*** Begin section ***

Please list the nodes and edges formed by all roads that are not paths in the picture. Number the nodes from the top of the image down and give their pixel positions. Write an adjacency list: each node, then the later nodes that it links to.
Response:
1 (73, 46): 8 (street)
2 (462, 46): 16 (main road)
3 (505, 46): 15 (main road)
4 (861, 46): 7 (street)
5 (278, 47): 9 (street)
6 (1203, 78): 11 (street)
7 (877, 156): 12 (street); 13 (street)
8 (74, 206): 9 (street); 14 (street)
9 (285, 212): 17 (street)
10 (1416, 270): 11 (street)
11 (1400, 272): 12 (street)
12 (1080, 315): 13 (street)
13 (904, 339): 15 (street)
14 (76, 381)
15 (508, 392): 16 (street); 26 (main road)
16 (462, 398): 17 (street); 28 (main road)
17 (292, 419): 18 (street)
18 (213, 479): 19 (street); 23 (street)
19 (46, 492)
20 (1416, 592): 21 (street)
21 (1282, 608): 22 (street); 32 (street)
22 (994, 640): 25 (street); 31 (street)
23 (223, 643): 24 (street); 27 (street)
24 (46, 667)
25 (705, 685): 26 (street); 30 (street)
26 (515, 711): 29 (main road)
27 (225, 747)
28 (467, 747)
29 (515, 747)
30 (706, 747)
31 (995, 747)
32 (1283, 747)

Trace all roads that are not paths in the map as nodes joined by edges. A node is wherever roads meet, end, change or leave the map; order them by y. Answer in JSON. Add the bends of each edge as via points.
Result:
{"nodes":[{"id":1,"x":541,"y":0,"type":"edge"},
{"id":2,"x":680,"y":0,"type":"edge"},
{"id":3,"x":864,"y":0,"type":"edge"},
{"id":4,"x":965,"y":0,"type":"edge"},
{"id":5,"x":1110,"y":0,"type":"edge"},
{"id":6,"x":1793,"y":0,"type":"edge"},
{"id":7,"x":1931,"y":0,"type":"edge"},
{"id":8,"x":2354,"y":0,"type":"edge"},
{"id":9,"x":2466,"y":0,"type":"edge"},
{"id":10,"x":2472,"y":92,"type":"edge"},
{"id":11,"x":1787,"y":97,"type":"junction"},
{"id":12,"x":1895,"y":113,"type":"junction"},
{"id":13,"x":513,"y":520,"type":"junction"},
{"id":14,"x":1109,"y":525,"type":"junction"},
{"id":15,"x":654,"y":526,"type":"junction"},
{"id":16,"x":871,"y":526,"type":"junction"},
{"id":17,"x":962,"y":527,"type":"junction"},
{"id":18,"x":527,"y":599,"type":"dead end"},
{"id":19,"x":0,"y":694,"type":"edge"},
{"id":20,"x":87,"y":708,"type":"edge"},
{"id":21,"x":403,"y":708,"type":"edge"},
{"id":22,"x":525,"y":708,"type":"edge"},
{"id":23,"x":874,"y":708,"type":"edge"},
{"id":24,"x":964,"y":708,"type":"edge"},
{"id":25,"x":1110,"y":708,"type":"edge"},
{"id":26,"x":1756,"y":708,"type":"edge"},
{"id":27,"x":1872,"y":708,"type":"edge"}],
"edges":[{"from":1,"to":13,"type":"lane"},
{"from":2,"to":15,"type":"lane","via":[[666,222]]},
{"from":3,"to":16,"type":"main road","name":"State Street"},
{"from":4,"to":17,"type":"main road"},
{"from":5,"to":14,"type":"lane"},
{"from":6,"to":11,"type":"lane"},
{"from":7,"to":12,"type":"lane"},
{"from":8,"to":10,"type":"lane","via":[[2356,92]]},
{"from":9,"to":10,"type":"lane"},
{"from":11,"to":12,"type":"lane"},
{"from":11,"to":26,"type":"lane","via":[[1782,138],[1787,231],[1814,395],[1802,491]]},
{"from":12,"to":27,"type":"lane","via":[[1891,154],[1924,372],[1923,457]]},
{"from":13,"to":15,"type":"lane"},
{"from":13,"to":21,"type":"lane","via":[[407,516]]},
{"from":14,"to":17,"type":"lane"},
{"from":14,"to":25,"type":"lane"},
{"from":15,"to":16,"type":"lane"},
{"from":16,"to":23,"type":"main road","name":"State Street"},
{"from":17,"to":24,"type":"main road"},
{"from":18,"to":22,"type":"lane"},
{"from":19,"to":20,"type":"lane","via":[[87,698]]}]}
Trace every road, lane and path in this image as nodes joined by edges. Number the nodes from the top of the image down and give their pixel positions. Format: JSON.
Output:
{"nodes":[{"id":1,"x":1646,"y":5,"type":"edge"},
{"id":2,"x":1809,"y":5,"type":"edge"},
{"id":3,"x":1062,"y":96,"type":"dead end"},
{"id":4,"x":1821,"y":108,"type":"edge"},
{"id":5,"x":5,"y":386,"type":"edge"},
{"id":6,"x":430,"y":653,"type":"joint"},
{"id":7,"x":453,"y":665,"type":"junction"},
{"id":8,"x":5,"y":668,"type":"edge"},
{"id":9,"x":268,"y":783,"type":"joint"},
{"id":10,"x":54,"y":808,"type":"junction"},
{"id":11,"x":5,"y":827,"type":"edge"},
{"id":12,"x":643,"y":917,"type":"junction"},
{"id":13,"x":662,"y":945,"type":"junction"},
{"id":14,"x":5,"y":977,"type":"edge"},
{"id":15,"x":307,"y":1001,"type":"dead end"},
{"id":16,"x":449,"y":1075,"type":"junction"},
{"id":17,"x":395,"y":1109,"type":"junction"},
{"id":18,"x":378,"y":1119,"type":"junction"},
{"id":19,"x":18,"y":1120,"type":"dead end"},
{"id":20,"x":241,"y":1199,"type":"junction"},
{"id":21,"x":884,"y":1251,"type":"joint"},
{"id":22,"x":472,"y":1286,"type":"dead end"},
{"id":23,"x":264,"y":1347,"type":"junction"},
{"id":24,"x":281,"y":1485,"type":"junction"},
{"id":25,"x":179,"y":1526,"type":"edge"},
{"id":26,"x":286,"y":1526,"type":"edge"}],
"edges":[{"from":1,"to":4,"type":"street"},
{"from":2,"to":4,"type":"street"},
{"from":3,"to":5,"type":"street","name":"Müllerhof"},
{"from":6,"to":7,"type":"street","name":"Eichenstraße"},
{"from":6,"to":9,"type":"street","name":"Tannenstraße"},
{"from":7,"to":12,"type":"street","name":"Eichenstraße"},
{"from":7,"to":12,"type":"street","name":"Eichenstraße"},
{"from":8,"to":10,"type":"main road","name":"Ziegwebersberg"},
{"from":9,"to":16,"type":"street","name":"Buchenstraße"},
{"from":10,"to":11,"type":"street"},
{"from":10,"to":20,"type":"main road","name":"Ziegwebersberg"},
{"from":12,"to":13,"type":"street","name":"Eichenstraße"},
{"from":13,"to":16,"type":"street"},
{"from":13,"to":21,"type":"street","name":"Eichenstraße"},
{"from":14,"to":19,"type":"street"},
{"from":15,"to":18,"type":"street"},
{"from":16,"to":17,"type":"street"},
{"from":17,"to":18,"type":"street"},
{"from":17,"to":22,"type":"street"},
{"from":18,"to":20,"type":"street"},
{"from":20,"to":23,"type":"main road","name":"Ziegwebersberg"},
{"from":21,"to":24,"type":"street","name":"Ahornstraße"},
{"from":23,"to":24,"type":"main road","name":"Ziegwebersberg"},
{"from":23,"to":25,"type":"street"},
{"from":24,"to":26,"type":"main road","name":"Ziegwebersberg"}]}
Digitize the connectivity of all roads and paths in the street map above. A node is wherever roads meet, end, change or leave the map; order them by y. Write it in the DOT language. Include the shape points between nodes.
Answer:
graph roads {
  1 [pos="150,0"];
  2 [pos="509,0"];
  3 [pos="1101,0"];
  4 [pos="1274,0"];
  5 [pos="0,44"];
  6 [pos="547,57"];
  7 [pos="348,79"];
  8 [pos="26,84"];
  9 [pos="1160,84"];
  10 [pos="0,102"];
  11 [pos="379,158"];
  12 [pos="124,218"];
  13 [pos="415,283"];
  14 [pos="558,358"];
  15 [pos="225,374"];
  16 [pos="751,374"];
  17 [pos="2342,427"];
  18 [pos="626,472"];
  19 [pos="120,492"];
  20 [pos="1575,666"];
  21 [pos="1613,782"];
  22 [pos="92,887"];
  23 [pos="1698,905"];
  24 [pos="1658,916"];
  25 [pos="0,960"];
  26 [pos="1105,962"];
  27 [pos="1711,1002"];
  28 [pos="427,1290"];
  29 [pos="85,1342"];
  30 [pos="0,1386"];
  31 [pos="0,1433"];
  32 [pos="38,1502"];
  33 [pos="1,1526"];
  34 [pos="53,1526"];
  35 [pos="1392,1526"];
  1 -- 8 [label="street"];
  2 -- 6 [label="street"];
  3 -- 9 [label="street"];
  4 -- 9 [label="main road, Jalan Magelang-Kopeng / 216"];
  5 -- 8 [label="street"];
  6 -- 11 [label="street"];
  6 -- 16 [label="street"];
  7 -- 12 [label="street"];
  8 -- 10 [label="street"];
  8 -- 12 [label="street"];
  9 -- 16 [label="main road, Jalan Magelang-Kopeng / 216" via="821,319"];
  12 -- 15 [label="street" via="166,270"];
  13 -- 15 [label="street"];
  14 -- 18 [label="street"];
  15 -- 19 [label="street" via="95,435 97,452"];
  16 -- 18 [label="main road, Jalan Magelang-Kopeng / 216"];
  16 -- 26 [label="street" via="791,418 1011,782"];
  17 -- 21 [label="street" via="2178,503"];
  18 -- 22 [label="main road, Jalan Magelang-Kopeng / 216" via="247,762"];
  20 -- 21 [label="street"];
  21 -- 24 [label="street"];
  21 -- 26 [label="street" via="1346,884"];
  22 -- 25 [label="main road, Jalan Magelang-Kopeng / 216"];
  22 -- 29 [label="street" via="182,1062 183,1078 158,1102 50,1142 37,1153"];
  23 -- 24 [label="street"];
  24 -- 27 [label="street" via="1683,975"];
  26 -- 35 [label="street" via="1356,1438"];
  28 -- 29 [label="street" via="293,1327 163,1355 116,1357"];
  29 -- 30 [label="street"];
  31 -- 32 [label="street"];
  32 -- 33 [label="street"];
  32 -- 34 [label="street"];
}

*** End section ***

**WHAT THE EXERCISE ASKS:**
Copy every line from the data that includes the string "give".

**TASK RESPONSE:**
Please list the nodes and edges formed by all roads that are not paths in the picture. Number the nodes from the top of the image down and give their pixel positions. Write an adjacency list: each node, then the later nodes that it links to.
Trace every road, lane and path in this image as nodes joined by edges. Number the nodes from the top of the image down and give their pixel positions. Format: JSON.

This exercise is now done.